Thursday, July 05, 2012

Suboptimal Spacing

I think I made a tactical error yesterday, when I decided to spend the majority of the day putting Ikea furniture together and shuffling things around in the kids' rooms rather than just goofing off. In my defense, the weather was decidedly unsummerlike, which quashed my idea of having an extended lunch outside with Hubby and I relaxing with beers while the kids ran around and played in the yard. Instead, they played inside while we sat in the dining room and tried not to notice the havoc they were creating in the living room- two rooms which in our house are about two steps apart.

Still, it wasn't a bad day. We had fun playing with the kids. But both kids seem to have arrived at a difficult and defiant phase at the exact same time, and by the end of the day my patience with small blonde girls yelling "NO!" at me was pretty much gone.

And yet, going back to work today was not the respite it sometimes is. I have a system outage to manage this weekend (we need to do some maintenance), and a production system roll out planned for Monday- the actual work is mostly being done by other people, but I am "quarterbacking" both events, i.e., making sure that everything that needs to be done gets done when it needs to be done, and I'm handling all communications with the rest of the company.

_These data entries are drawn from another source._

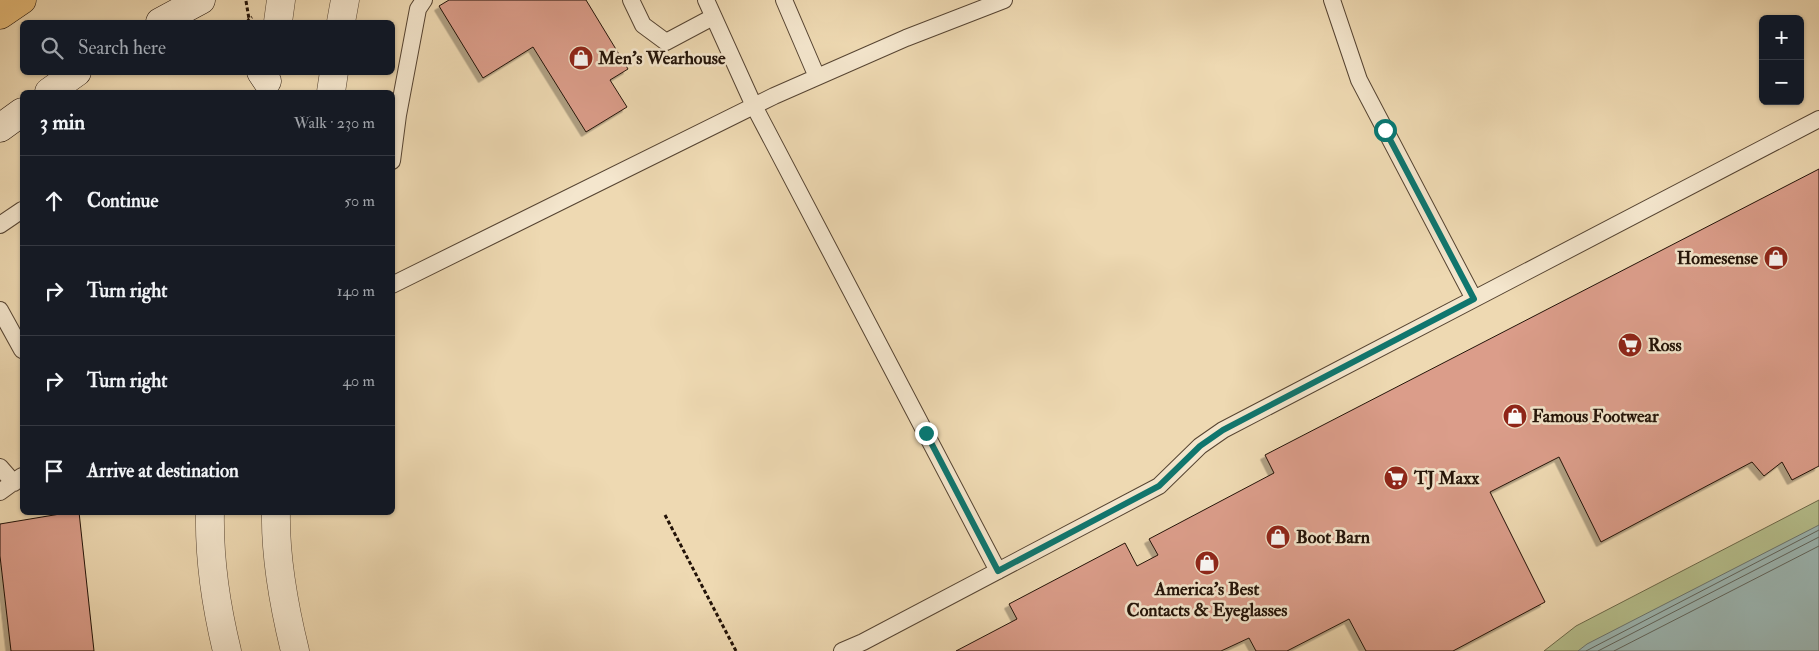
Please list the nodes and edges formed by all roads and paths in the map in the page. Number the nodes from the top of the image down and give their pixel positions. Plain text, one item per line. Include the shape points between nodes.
1 (22, 0) edge
2 (282, 0) edge
3 (345, 0) edge
4 (424, 0) edge
5 (631, 0) edge
6 (706, 0) edge
7 (784, 0) edge
8 (1004, 0) edge
9 (1332, 0) edge
10 (246, 1) edge
11 (194, 2) edge
12 (0, 15) edge
13 (714, 17) junction
14 (248, 19) dead end
15 (163, 20) edge
16 (278, 20) edge
17 (341, 20) edge
18 (73, 75) edge
19 (334, 75) edge
20 (817, 77) junction
21 (52, 90) edge
22 (331, 90) edge
23 (754, 106) junction
24 (20, 113) edge
25 (1819, 119) edge
26 (0, 128) edge
27 (395, 138) edge
28 (20, 211) edge
29 (0, 225) edge
30 (395, 284) edge
31 (1474, 299) junction
32 (0, 310) edge
33 (20, 346) edge
34 (0, 467) edge
35 (18, 479) edge
36 (0, 492) edge
37 (210, 515) edge
38 (276, 515) edge
39 (665, 516) dead end
40 (998, 571) junction
41 (227, 651) edge
42 (295, 651) edge
43 (736, 651) edge
44 (842, 651) edge

1 - 12 highway
2 - 16 street
3 - 17 street
4 - 27 lane via 416,19
5 - 13 lane via 643,25 666,42
6 - 13 lane
7 - 20 lane
8 - 20 lane
9 - 31 lane via 1359,80
10 - 14 path
11 - 15 street
13 - 23 lane
18 - 21 street
19 - 22 street
20 - 23 lane
23 - 30 lane
23 - 40 lane
24 - 26 street
25 - 31 lane
28 - 29 lane
31 - 40 lane via 1223,430 1200,446 1159,486
32 - 33 lane
34 - 35 lane
35 - 36 lane
37 - 41 street via 209,538 217,604
38 - 42 street via 283,593
39 - 43 path
40 - 44 lane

And of course, there are roughly 4-5 other projects that are running and need varying amounts of my attention to keep them on schedule. None of this is unusual, but it isn't exactly restful, either. Neither is it particularly invigorating- my favorite stages of projects are the very beginning, when I'm figuring out how to make all the pieces fit together, and the very end, when I get the satisfaction of seeing something completed. In between, the work can sometimes feel satisfying, and sometimes feel like a slog. This week, it was the latter.

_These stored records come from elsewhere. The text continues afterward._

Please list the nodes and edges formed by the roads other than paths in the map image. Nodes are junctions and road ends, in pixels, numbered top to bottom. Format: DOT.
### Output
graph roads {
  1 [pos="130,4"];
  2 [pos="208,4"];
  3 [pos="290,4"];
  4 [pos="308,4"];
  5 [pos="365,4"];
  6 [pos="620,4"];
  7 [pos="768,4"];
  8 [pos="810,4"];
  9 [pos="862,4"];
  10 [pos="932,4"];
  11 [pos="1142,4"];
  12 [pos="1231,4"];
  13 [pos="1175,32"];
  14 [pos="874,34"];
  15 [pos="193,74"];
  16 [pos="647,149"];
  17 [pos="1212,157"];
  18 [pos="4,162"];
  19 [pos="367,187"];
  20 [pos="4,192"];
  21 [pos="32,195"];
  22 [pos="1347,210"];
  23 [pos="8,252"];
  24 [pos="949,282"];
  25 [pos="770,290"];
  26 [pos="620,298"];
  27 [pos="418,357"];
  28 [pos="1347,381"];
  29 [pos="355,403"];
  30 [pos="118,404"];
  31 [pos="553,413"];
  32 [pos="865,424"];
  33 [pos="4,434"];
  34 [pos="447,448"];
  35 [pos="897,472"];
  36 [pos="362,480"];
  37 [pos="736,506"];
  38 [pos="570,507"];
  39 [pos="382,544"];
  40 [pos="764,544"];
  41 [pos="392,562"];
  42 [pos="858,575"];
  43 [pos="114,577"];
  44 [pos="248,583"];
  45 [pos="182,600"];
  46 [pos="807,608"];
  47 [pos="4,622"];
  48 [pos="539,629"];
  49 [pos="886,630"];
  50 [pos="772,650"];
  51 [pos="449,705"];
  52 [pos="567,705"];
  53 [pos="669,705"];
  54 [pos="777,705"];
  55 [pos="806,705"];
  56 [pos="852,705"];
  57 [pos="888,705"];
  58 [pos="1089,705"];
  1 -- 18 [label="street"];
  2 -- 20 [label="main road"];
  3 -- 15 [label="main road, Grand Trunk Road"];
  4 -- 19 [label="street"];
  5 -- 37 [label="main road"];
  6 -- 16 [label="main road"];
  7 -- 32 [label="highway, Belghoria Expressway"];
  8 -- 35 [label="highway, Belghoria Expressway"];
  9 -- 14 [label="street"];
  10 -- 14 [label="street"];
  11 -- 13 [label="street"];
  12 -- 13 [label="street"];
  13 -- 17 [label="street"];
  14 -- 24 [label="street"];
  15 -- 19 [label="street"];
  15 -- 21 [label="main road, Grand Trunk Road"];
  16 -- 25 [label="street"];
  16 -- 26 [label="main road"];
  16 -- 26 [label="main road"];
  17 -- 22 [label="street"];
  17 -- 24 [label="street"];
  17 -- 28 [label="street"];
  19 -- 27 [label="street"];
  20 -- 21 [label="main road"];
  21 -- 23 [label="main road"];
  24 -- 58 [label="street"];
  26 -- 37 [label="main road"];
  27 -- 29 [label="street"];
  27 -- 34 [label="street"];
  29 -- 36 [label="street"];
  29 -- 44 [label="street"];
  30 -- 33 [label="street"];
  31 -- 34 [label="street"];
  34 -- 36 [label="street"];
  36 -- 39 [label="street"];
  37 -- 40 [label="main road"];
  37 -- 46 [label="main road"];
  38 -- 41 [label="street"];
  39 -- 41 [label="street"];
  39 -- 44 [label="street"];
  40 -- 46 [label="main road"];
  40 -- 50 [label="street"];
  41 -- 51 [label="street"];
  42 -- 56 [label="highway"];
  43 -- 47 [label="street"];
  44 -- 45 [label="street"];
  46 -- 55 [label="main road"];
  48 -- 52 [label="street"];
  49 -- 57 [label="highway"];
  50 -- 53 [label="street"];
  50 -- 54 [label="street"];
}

As I mentioned last week, it seems like work and home are ganging up on me these days. I am not sure whether it would be better to plow ahead and concentrate on getting things crossed off my various to do lists or to just put off as much as I can and spend some time relaxing with a book.  All I know for certain is that I don't have the energy to write the things I want to write- I have two or three half-finished posts in my drafts folder, which is unusual for me. I usually just write one post through to the end. I have a half-finished guest post for A Gai Shan Life sitting in my Google Docs (I'll get it done soon, Revanche! I promise!) And I have a longer writing project stuck at roughly 90% complete. Usually, these writing projects would invigorate me, but for some reason, right now, I'm struggling to finish anything. Except rambling self-pitying posts about how burned out I am, I guess!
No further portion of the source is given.